▶ **What you are asked to do**: Copy out each line of the data that includes the string "若葉台中央通り".

- - - - -

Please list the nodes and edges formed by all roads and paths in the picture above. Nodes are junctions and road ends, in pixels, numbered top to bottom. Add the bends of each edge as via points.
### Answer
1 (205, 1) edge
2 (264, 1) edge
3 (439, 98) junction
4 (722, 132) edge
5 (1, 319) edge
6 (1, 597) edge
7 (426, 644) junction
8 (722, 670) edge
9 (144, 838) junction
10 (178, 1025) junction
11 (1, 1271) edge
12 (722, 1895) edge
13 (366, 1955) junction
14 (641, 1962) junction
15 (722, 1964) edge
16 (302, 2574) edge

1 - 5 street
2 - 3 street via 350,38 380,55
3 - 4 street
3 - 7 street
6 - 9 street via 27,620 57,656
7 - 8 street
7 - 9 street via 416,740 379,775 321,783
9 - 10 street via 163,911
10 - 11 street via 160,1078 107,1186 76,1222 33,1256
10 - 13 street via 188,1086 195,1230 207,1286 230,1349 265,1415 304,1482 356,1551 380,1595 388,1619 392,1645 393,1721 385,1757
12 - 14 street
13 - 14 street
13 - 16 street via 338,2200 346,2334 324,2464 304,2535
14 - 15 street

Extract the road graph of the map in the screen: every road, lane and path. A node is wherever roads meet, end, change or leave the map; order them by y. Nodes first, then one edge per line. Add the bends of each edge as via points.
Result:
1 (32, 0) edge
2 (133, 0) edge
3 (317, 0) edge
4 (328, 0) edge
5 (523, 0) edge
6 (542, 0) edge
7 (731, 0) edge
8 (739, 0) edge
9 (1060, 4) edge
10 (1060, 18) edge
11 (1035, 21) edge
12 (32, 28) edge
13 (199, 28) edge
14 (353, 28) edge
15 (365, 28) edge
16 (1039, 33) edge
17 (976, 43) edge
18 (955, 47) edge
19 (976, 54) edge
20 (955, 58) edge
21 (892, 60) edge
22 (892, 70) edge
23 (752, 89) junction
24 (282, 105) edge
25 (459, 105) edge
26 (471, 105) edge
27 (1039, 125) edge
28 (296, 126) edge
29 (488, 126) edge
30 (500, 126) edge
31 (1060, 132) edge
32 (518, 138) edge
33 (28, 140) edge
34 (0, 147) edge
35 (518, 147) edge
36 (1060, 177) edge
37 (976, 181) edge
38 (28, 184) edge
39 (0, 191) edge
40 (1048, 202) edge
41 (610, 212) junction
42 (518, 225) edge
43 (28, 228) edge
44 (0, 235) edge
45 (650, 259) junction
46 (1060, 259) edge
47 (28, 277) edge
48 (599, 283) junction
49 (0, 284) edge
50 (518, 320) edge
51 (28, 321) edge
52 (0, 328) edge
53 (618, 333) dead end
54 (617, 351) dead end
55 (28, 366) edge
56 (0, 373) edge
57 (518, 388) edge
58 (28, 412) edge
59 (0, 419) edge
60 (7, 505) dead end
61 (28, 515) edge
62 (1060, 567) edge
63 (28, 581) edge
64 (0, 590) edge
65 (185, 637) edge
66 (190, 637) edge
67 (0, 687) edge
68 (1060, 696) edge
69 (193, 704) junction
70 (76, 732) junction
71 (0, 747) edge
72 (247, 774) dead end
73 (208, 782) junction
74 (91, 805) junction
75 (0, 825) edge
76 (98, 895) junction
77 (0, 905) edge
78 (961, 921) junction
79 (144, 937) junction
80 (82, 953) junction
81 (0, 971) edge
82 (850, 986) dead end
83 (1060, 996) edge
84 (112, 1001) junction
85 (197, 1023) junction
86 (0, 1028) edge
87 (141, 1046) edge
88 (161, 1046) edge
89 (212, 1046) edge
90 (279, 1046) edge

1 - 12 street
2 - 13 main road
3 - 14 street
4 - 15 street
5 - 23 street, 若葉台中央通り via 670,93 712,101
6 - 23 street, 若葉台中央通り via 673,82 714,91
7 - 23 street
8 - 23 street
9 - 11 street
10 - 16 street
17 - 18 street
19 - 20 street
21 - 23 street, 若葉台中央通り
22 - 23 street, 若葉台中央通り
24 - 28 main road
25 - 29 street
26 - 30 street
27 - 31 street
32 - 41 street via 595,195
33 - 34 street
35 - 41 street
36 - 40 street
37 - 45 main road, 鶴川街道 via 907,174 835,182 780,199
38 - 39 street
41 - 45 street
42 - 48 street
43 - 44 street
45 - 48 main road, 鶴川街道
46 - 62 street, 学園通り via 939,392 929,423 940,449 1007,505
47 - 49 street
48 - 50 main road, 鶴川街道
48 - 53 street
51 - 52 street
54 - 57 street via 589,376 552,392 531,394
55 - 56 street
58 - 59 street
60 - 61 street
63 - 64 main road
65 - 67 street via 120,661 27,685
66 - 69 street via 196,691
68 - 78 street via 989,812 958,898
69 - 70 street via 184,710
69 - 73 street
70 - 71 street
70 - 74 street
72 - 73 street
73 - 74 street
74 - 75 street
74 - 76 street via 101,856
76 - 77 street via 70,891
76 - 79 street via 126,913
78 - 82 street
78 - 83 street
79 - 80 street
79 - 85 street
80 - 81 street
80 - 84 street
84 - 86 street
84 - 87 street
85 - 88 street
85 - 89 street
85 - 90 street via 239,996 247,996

- - - - -

▶ **Written solution**:
5 - 23 street, 若葉台中央通り via 670,93 712,101
6 - 23 street, 若葉台中央通り via 673,82 714,91
21 - 23 street, 若葉台中央通り
22 - 23 street, 若葉台中央通り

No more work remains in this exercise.